Post by Big Magilla »

Thanks for that, Andrew.

The Osborne book, which was the only book on the subject officially sanctioned by the Academy, was first published in 1989, three years after Inside Oscar. It was updated every five years through 2013 (the 85th Anniversary). I still have the last revision.

The entry for 1927/28 carries the following note:

For the first Academy Awards, all awards could be for a single achievement, for several achievements or for the whole body of work during the qualifying year. That is why multiple titles are listed by some names, and no titles by others. All achievements not receiving the First Award (*) in each category received "Honorable Mention" certificates.

Clarification:

There were just three entries for all awards except Best Actor. Chaplin was not listed. Except for Outstanding Picture (not Production) and Unique and Artists Picture (not Artistic Quality of Production), the awards are all listed by the names of the recipients, not the films for which they won

Title writing - Inside Oscar lists the titles of films for which the three title writers were mentioned. Osborne's book lists Gerald Duffy, Joseph Farham (given the statuette for the body of his work) and George Marion Jr.

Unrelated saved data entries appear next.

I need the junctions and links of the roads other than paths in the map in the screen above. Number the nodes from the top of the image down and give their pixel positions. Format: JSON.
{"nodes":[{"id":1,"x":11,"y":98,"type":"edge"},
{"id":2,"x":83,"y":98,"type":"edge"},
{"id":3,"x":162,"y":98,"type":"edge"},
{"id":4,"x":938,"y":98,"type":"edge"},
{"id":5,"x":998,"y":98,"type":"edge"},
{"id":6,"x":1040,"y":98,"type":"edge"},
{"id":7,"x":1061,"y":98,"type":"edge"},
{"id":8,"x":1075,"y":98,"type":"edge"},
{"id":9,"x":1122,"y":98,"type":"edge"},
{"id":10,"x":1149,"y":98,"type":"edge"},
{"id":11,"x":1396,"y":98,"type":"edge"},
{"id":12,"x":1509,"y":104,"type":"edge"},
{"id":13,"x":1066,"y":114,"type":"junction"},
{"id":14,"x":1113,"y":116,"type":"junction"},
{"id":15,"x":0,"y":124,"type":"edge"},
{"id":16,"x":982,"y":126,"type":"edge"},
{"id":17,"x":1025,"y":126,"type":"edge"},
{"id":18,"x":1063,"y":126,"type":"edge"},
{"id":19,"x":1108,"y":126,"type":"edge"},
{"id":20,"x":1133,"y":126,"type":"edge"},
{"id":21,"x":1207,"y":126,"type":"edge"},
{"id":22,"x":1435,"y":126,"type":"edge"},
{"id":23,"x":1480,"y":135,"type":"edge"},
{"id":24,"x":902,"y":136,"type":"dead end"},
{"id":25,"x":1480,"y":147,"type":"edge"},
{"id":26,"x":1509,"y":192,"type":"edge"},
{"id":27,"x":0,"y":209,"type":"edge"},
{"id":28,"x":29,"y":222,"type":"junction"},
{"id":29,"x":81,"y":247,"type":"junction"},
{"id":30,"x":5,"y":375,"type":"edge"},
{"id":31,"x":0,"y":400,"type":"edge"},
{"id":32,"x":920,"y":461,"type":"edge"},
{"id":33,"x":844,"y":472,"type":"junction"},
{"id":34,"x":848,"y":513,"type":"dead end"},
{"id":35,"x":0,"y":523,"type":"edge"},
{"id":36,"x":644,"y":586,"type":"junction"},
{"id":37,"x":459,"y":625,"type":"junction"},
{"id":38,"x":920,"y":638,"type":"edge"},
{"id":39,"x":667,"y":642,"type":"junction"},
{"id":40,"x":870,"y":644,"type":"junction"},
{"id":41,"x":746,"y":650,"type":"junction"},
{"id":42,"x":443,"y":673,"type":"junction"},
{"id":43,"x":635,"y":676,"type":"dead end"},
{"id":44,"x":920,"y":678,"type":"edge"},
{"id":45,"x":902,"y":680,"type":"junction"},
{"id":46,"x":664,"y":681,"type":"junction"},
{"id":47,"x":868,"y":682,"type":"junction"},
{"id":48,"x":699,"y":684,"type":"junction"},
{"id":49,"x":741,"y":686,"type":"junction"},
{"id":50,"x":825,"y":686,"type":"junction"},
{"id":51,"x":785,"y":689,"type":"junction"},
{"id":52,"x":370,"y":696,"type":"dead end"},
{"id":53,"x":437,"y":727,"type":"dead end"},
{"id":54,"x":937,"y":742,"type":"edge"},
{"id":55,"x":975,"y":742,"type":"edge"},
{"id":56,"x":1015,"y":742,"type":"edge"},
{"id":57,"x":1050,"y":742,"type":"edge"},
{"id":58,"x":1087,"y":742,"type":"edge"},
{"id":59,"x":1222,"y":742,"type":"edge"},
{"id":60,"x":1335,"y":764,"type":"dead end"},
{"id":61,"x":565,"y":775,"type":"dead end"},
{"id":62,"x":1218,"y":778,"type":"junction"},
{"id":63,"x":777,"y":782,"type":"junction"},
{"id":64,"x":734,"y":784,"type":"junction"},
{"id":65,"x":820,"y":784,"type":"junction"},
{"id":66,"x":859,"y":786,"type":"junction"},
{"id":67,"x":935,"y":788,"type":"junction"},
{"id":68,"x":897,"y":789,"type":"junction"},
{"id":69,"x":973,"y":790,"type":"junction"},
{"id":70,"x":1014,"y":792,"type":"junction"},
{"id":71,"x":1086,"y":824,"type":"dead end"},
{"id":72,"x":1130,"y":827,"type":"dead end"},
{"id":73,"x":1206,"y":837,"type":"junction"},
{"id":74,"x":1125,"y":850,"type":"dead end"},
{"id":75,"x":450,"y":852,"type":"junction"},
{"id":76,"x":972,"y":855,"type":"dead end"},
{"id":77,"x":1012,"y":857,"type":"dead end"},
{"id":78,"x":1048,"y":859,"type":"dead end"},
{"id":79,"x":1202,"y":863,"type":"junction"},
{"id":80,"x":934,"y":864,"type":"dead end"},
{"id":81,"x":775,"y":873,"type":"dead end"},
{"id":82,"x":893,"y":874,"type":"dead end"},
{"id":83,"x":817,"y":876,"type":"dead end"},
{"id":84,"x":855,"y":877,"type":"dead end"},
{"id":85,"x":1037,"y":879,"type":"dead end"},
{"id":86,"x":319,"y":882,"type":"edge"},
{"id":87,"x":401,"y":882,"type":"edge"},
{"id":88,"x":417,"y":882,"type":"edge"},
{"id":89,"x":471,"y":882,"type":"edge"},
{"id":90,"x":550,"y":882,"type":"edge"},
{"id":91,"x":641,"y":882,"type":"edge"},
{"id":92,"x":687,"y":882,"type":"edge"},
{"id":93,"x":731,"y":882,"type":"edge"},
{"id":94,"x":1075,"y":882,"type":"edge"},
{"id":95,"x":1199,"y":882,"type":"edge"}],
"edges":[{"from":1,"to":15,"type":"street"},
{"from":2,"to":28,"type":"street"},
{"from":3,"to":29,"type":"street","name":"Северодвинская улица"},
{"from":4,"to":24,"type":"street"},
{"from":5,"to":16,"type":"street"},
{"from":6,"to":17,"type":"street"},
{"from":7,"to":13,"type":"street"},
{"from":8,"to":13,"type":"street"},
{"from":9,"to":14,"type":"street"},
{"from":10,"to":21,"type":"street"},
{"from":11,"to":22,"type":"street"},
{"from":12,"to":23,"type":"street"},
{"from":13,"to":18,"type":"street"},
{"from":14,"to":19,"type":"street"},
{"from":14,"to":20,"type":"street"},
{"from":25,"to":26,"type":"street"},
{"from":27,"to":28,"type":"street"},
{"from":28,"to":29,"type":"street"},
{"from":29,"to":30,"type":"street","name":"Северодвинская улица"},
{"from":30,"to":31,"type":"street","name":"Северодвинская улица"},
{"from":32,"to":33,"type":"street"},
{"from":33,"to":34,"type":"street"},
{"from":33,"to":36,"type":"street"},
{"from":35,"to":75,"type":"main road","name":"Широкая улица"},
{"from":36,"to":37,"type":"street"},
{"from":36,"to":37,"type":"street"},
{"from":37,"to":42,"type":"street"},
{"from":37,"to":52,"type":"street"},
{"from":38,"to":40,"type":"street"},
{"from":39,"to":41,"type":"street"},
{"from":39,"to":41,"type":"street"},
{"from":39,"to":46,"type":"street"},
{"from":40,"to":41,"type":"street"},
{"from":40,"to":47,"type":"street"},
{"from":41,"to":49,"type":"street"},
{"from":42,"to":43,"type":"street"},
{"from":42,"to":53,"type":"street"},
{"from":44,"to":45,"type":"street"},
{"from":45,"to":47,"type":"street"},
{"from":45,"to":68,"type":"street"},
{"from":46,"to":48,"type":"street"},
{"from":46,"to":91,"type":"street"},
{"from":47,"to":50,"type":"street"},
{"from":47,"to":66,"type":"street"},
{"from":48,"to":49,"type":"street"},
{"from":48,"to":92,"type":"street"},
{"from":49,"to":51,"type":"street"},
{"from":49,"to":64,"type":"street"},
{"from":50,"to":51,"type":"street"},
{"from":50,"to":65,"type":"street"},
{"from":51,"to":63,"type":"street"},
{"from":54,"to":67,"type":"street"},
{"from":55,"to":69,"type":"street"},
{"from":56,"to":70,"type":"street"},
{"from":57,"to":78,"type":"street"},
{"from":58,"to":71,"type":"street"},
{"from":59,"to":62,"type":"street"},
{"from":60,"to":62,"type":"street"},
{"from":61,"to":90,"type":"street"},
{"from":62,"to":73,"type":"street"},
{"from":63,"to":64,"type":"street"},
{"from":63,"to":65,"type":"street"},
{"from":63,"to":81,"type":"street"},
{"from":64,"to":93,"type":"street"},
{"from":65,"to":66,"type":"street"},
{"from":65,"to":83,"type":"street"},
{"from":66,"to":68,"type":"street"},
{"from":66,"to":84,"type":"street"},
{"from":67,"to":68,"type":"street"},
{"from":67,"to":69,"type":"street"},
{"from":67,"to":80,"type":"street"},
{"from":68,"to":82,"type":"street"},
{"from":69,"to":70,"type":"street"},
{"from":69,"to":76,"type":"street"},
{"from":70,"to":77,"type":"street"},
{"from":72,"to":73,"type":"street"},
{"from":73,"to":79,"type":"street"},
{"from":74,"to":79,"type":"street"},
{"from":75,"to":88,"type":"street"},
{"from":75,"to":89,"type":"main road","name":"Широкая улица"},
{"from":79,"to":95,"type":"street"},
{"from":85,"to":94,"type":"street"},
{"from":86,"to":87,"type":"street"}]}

Cinematography - Inside Oscar lists the name of the seven films for which three cinematographers, George Barnes, Charles Rosher and Karl Struss (the latter both given statuettes), were mentioned.

The 1929 awards were also given to people, not films with the exception of Outstanding Picture. There were no nominations and no certificates given for runners-up. The book carries the disclaimer that "though not official nominations, the additional names in each category, according to in-house records, were under consideration by the various boards of judges.)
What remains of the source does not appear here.